私は年間10枚以上コンスタントに描いているから、映画の新作が出るかどうかはあまり関係ない。むしろ新しい情報がないほうが自分らしさを出せるし、創作に集中できる。映画が封切られるとイラストより映画に注目が集まってしまう面もある。
――イラストの題材としての『スター・ウォーズ』の魅力は?
もともと好きな映画作品だったので喜んで引き受けたが、最初は資料が少なくて苦労の連続。プレッシャーも大きかった。ルーカスフィルムからの細かい注文に応えるのはしんどい面もあったが、自分の作品が残るなら、という思いで続けた。まさか30年以上続くシリーズになるとは。みんな最初の3部作で完結したと思っていたのでは?

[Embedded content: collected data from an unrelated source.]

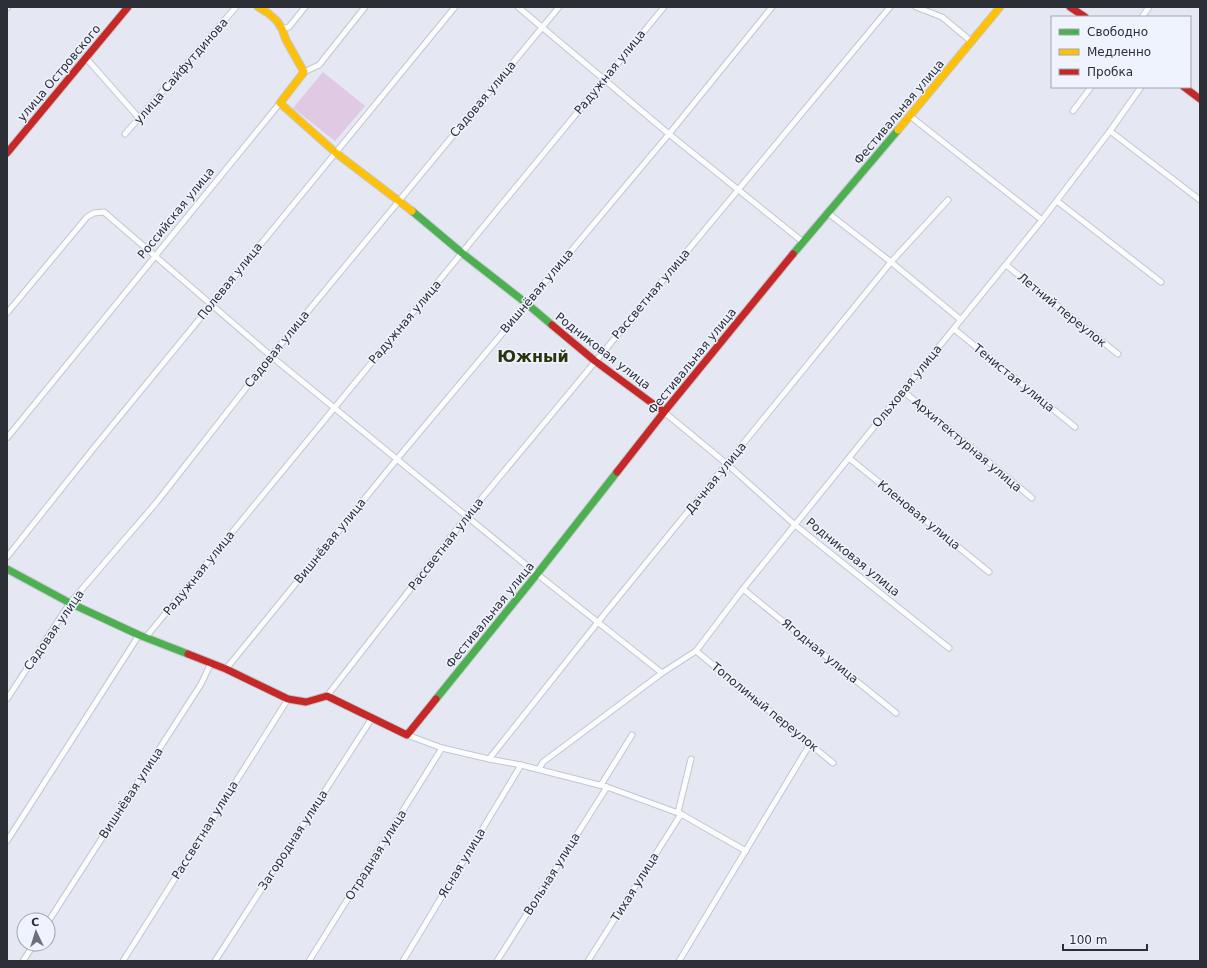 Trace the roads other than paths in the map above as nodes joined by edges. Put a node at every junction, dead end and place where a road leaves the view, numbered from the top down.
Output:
1 (128, 7) edge
2 (236, 7) edge
3 (258, 7) edge
4 (305, 7) edge
5 (365, 7) edge
6 (455, 7) edge
7 (518, 7) edge
8 (559, 7) edge
9 (664, 7) edge
10 (772, 7) edge
11 (890, 7) edge
12 (916, 7) edge
13 (1000, 7) edge
14 (1070, 7) edge
15 (1149, 7) edge
16 (1084, 16) edge
17 (1143, 16) edge
18 (542, 27) junction
19 (282, 29) junction
20 (972, 42) junction
21 (86, 58) junction
22 (304, 72) junction
23 (604, 79) junction
24 (1090, 88) edge
25 (1140, 88) edge
26 (1185, 88) edge
27 (1200, 99) edge
28 (280, 103) junction
29 (1073, 111) dead end
30 (910, 116) junction
31 (139, 118) junction
32 (1110, 131) junction
33 (125, 134) dead end
34 (669, 134) junction
35 (7, 153) edge
36 (336, 153) junction
37 (738, 190) junction
38 (399, 200) junction
39 (948, 200) dead end
40 (1200, 200) edge
41 (1057, 201) junction
42 (828, 213) junction
43 (1042, 220) junction
44 (803, 242) junction
45 (462, 253) junction
46 (154, 257) junction
47 (891, 262) junction
48 (1006, 265) junction
49 (1161, 282) dead end
50 (526, 303) junction
51 (210, 306) junction
52 (7, 313) edge
53 (961, 320) junction
54 (954, 329) junction
55 (1118, 354) dead end
56 (271, 356) junction
57 (595, 361) junction
58 (903, 391) junction
59 (334, 408) junction
60 (664, 412) junction
61 (1075, 427) dead end
62 (7, 438) edge
63 (849, 458) junction
64 (397, 459) junction
65 (727, 464) junction
66 (1032, 498) dead end
67 (467, 516) junction
68 (795, 525) junction
69 (7, 557) edge
70 (7, 569) edge
71 (989, 572) dead end
72 (537, 574) junction
73 (743, 589) junction
74 (70, 603) junction
75 (598, 622) junction
76 (142, 636) junction
77 (949, 648) dead end
78 (696, 651) junction
79 (211, 663) junction
80 (226, 669) junction
81 (662, 672) junction
82 (327, 696) junction
83 (7, 699) edge
84 (288, 699) junction
85 (896, 713) dead end
86 (372, 718) junction
87 (408, 735) junction
88 (632, 735) dead end
89 (810, 744) junction
90 (442, 748) junction
91 (489, 759) junction
92 (691, 759) dead end
93 (833, 763) dead end
94 (521, 765) junction
95 (539, 770) junction
96 (601, 785) junction
97 (607, 787) junction
98 (680, 813) junction
99 (7, 841) edge
100 (746, 851) junction
101 (54, 912) edge
102 (29, 952) edge
103 (23, 961) edge
104 (123, 961) edge
105 (215, 961) edge
106 (310, 961) edge
107 (403, 961) edge
108 (497, 961) edge
109 (588, 961) edge
110 (679, 961) edge

1 - 21 street, улица Островского
2 - 31 street, улица Сайфутдинова
3 - 19 street
4 - 19 street
5 - 22 street, Российская улица
6 - 36 street, Полевая улица
7 - 18 street
8 - 18 street, Садовая улица
9 - 23 street, Радужная улица
10 - 34 street, Вишнёвая улица
11 - 37 street, Рассветная улица
12 - 20 street
13 - 20 street, Фестивальная улица
14 - 16 street
15 - 17 street
18 - 23 street
18 - 38 street, Садовая улица
19 - 22 street
20 - 30 street, Фестивальная улица
21 - 31 street
21 - 35 street, улица Островского
22 - 28 street, Российская улица
23 - 34 street
23 - 45 street, Радужная улица
24 - 29 street
25 - 32 street, Ольховая улица
26 - 27 street
28 - 36 street, Родниковая улица
28 - 46 street, Российская улица
30 - 42 street, Фестивальная улица
30 - 43 street
31 - 33 street, улица Сайфутдинова
32 - 40 street
32 - 41 street, Ольховая улица
34 - 37 street
34 - 50 street, Вишнёвая улица
36 - 38 street, Родниковая улица
36 - 51 street, Полевая улица
37 - 44 street
37 - 57 street, Рассветная улица
38 - 45 street, Родниковая улица
38 - 56 street, Садовая улица
39 - 47 street, Дачная улица
41 - 43 street, Ольховая улица
41 - 49 street
42 - 44 street, Фестивальная улица
42 - 47 street
43 - 48 street, Ольховая улица
44 - 60 street, Фестивальная улица
45 - 50 street, Родниковая улица
45 - 59 street, Радужная улица
46 - 51 street
46 - 52 street
46 - 62 street, Российская улица
47 - 53 street
47 - 65 street, Дачная улица
48 - 53 street, Ольховая улица
48 - 55 street, Летний переулок
50 - 57 street, Родниковая улица
50 - 64 street, Вишнёвая улица
51 - 56 street
51 - 69 street, Полевая улица
53 - 54 street, Ольховая улица
54 - 58 street, Ольховая улица
54 - 61 street, Тенистая улица
56 - 59 street
56 - 74 street, Садовая улица
57 - 60 street, Родниковая улица
57 - 67 street, Рассветная улица
58 - 63 street, Ольховая улица
58 - 66 street, Архитектурная улица
59 - 64 street
59 - 76 street, Радужная улица
60 - 65 street, Родниковая улица
60 - 72 street, Фестивальная улица
63 - 68 street, Ольховая улица
63 - 71 street, Кленовая улица
64 - 67 street
64 - 80 street, Вишнёвая улица
65 - 68 street, Родниковая улица
65 - 75 street, Дачная улица
67 - 72 street
67 - 82 street, Рассветная улица
68 - 73 street, Ольховая улица
68 - 77 street, Родниковая улица
70 - 74 street
72 - 75 street
72 - 87 street, Фестивальная улица
73 - 78 street, Ольховая улица
73 - 85 street, Ягодная улица
74 - 76 street
74 - 83 street, Садовая улица
75 - 81 street
75 - 91 street, Дачная улица
76 - 79 street
76 - 99 street, Радужная улица
78 - 81 street, Ольховая улица
78 - 89 street, Тополиный переулок
79 - 80 street
79 - 101 street, Вишнёвая улица
80 - 84 street
81 - 95 street, Ольховая улица
82 - 84 street
82 - 86 street
84 - 104 street, Рассветная улица
86 - 87 street
86 - 105 street, Загородная улица
87 - 90 street
88 - 96 street
89 - 93 street, Тополиный переулок
89 - 100 street
90 - 91 street
90 - 106 street, Отрадная улица
91 - 94 street
92 - 98 street, Тихая улица
94 - 95 street
94 - 107 street, Ясная улица
95 - 96 street
96 - 97 street
97 - 98 street
97 - 108 street, Вольная улица
98 - 100 street
98 - 109 street, Тихая улица
100 - 110 street
102 - 103 street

――イラストには独自の解釈を加えているようにみえる。
『スター・ウォーズ』の仕事を始めて7、8年たったあたりで、もっと描きたいという欲求が強くなった。ルーカスフィルムからの発注を待つだけでは、描ける枚数に限界がある。そこで私から『25th Anniversary』のイメージスケッチを提案した。
その後、思い切ってルーカスフィルムを訪問した。運よくジョージ・ルーカスにも会えた。私の絵をコレクションしてくれていたのはうれしかった。結局、ルーカス直々の指名もあって、こちらから作品を提案して描くスタイルに03年から移行できた。

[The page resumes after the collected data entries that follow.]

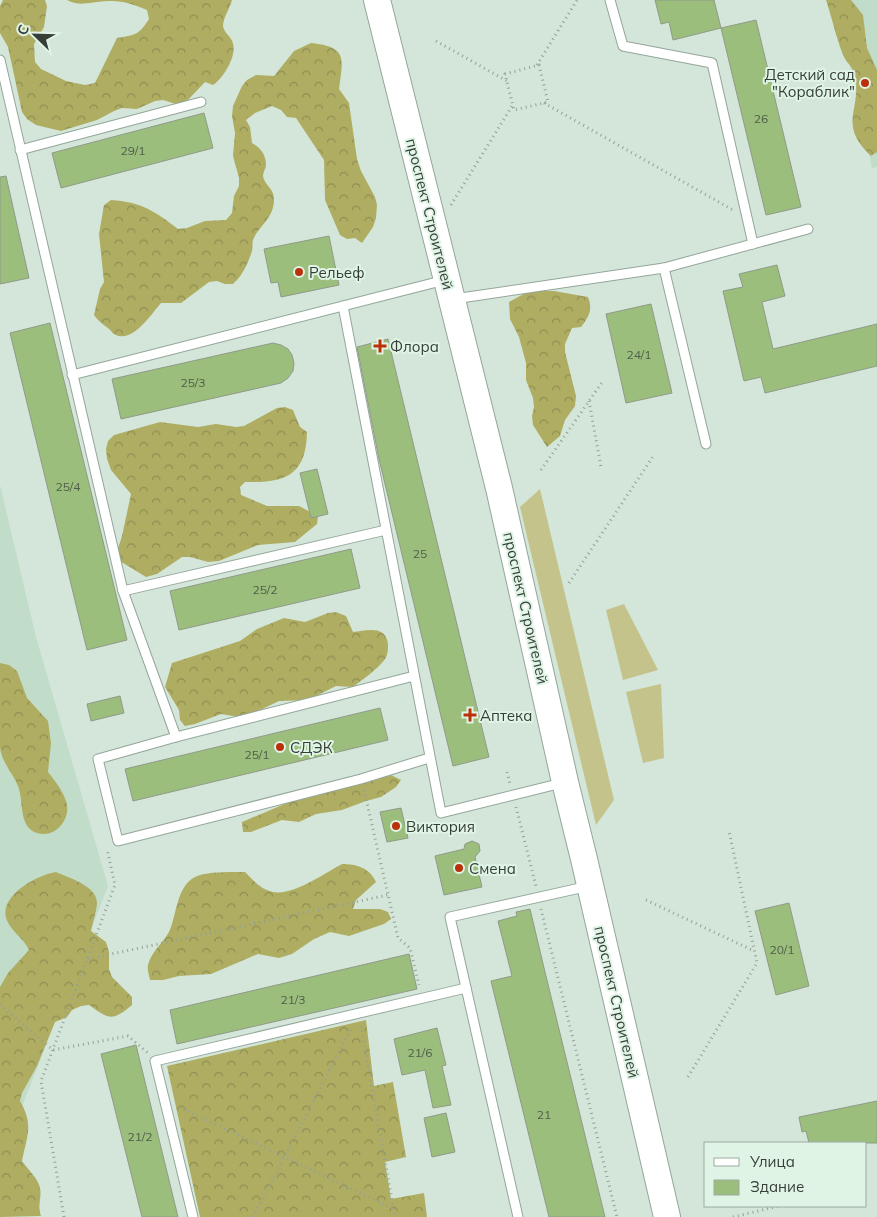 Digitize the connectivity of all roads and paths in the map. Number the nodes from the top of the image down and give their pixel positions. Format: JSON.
{"nodes":[{"id":1,"x":376,"y":0,"type":"edge"},
{"id":2,"x":577,"y":0,"type":"edge"},
{"id":3,"x":610,"y":0,"type":"edge"},
{"id":4,"x":436,"y":41,"type":"dead end"},
{"id":5,"x":0,"y":60,"type":"edge"},
{"id":6,"x":536,"y":66,"type":"junction"},
{"id":7,"x":507,"y":81,"type":"junction"},
{"id":8,"x":201,"y":102,"type":"dead end"},
{"id":9,"x":544,"y":102,"type":"junction"},
{"id":10,"x":512,"y":106,"type":"junction"},
{"id":11,"x":20,"y":150,"type":"junction"},
{"id":12,"x":448,"y":210,"type":"dead end"},
{"id":13,"x":747,"y":218,"type":"junction"},
{"id":14,"x":808,"y":229,"type":"dead end"},
{"id":15,"x":753,"y":244,"type":"junction"},
{"id":16,"x":664,"y":268,"type":"junction"},
{"id":17,"x":449,"y":289,"type":"junction"},
{"id":18,"x":343,"y":306,"type":"junction"},
{"id":19,"x":72,"y":375,"type":"junction"},
{"id":20,"x":603,"y":381,"type":"dead end"},
{"id":21,"x":589,"y":401,"type":"junction"},
{"id":22,"x":706,"y":444,"type":"dead end"},
{"id":23,"x":654,"y":455,"type":"dead end"},
{"id":24,"x":601,"y":467,"type":"dead end"},
{"id":25,"x":541,"y":470,"type":"dead end"},
{"id":26,"x":386,"y":530,"type":"junction"},
{"id":27,"x":569,"y":583,"type":"dead end"},
{"id":28,"x":123,"y":591,"type":"junction"},
{"id":29,"x":414,"y":676,"type":"junction"},
{"id":30,"x":176,"y":737,"type":"junction"},
{"id":31,"x":429,"y":758,"type":"junction"},
{"id":32,"x":507,"y":772,"type":"dead end"},
{"id":33,"x":361,"y":780,"type":"junction"},
{"id":34,"x":564,"y":782,"type":"junction"},
{"id":35,"x":513,"y":795,"type":"junction"},
{"id":36,"x":729,"y":830,"type":"dead end"},
{"id":37,"x":118,"y":841,"type":"junction"},
{"id":38,"x":590,"y":886,"type":"junction"},
{"id":39,"x":388,"y":895,"type":"junction"},
{"id":40,"x":538,"y":897,"type":"junction"},
{"id":41,"x":646,"y":900,"type":"dead end"},
{"id":42,"x":755,"y":951,"type":"junction"},
{"id":43,"x":87,"y":959,"type":"junction"},
{"id":44,"x":466,"y":988,"type":"junction"},
{"id":45,"x":422,"y":998,"type":"junction"},
{"id":46,"x":0,"y":1005,"type":"edge"},
{"id":47,"x":359,"y":1013,"type":"junction"},
{"id":48,"x":53,"y":1050,"type":"junction"},
{"id":49,"x":155,"y":1061,"type":"junction"},
{"id":50,"x":688,"y":1077,"type":"dead end"},
{"id":51,"x":165,"y":1101,"type":"junction"},
{"id":52,"x":284,"y":1157,"type":"junction"},
{"id":53,"x":775,"y":1207,"type":"edge"},
{"id":54,"x":394,"y":1209,"type":"junction"},
{"id":55,"x":64,"y":1217,"type":"edge"},
{"id":56,"x":193,"y":1217,"type":"edge"},
{"id":57,"x":253,"y":1217,"type":"edge"},
{"id":58,"x":395,"y":1217,"type":"edge"},
{"id":59,"x":518,"y":1217,"type":"edge"},
{"id":60,"x":617,"y":1217,"type":"edge"},
{"id":61,"x":667,"y":1217,"type":"edge"},
{"id":62,"x":733,"y":1217,"type":"edge"}],
"edges":[{"from":1,"to":17,"type":"street","name":"проспект Строителей"},
{"from":2,"to":6,"type":"path"},
{"from":3,"to":13,"type":"lane"},
{"from":4,"to":7,"type":"path"},
{"from":5,"to":11,"type":"lane"},
{"from":6,"to":7,"type":"path"},
{"from":6,"to":9,"type":"path"},
{"from":7,"to":10,"type":"path"},
{"from":8,"to":11,"type":"lane"},
{"from":9,"to":10,"type":"path"},
{"from":9,"to":13,"type":"path"},
{"from":10,"to":12,"type":"path"},
{"from":11,"to":19,"type":"lane"},
{"from":13,"to":15,"type":"lane"},
{"from":14,"to":15,"type":"lane"},
{"from":15,"to":16,"type":"lane"},
{"from":16,"to":17,"type":"lane"},
{"from":16,"to":22,"type":"lane"},
{"from":17,"to":18,"type":"lane"},
{"from":17,"to":34,"type":"street","name":"проспект Строителей"},
{"from":18,"to":19,"type":"lane"},
{"from":18,"to":26,"type":"lane"},
{"from":19,"to":28,"type":"lane"},
{"from":20,"to":21,"type":"path"},
{"from":21,"to":24,"type":"path"},
{"from":21,"to":25,"type":"path"},
{"from":23,"to":27,"type":"path"},
{"from":26,"to":28,"type":"lane"},
{"from":26,"to":29,"type":"lane"},
{"from":28,"to":30,"type":"lane"},
{"from":29,"to":30,"type":"lane"},
{"from":29,"to":31,"type":"lane"},
{"from":30,"to":37,"type":"lane"},
{"from":31,"to":33,"type":"lane"},
{"from":31,"to":35,"type":"lane"},
{"from":32,"to":35,"type":"path"},
{"from":33,"to":37,"type":"lane"},
{"from":33,"to":39,"type":"path"},
{"from":34,"to":35,"type":"lane"},
{"from":34,"to":38,"type":"street","name":"проспект Строителей"},
{"from":35,"to":40,"type":"path"},
{"from":36,"to":42,"type":"path"},
{"from":37,"to":43,"type":"path"},
{"from":38,"to":40,"type":"lane"},
{"from":38,"to":61,"type":"street","name":"проспект Строителей"},
{"from":39,"to":43,"type":"path"},
{"from":39,"to":45,"type":"path"},
{"from":40,"to":44,"type":"lane"},
{"from":40,"to":60,"type":"path"},
{"from":41,"to":42,"type":"path"},
{"from":42,"to":50,"type":"path"},
{"from":43,"to":48,"type":"path"},
{"from":44,"to":45,"type":"lane"},
{"from":44,"to":59,"type":"lane"},
{"from":45,"to":47,"type":"lane"},
{"from":46,"to":48,"type":"path"},
{"from":47,"to":49,"type":"lane"},
{"from":47,"to":52,"type":"path"},
{"from":47,"to":54,"type":"path"},
{"from":48,"to":49,"type":"path"},
{"from":48,"to":55,"type":"path"},
{"from":49,"to":51,"type":"lane"},
{"from":51,"to":52,"type":"path"},
{"from":51,"to":56,"type":"lane"},
{"from":52,"to":54,"type":"path"},
{"from":52,"to":57,"type":"path"},
{"from":53,"to":62,"type":"path"},
{"from":54,"to":58,"type":"path"}]}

最近はルーカスフィルムからの催促はほとんどなく、着想が生まれ次第どんどん提案している。先方もリスペクトしてくれていて、完成した作品には修正要請を一切してこない。ただし、作品が気に入らなければ受け入れない。とても明快で緊張感のある、私の好きな世界だ。

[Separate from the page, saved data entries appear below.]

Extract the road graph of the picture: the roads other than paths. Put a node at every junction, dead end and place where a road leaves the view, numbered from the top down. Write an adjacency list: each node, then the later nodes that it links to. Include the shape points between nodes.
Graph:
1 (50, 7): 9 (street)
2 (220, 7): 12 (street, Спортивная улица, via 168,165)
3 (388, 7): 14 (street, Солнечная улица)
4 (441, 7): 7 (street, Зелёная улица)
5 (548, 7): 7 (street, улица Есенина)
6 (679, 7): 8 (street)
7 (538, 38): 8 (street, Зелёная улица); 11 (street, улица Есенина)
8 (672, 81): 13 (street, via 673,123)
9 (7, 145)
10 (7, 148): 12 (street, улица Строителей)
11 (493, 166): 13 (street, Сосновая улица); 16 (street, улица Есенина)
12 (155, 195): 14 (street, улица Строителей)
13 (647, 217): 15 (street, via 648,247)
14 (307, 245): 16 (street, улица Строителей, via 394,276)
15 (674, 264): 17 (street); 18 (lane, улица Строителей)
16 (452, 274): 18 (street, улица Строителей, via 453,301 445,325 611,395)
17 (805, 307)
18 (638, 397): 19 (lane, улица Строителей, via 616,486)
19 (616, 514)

アクリル絵の具で筆やエアブラシを使って描くのが私のスタイルで、これはずっと変わらない。写真やCGのようなリアルさを強調する、ものすごいテクニックを持った描き手はアメリカなどにたくさんいる。そんな世界で生き残るには、技巧よりも発想力が大事だ。
――確かに、ほかではあまり見ないモチーフが目立つ。
日本の武士の鎧兜(よろいかぶと)を身に着けたダースベイダーのような『スター・ウォーズ』以外の世界との融合や、レイアやアミダラといったヒロインのバストアップのカット、100体以上のキャラクターが一堂に会した一枚など、ありそうでなかったイメージを掘り起こすのは楽しい。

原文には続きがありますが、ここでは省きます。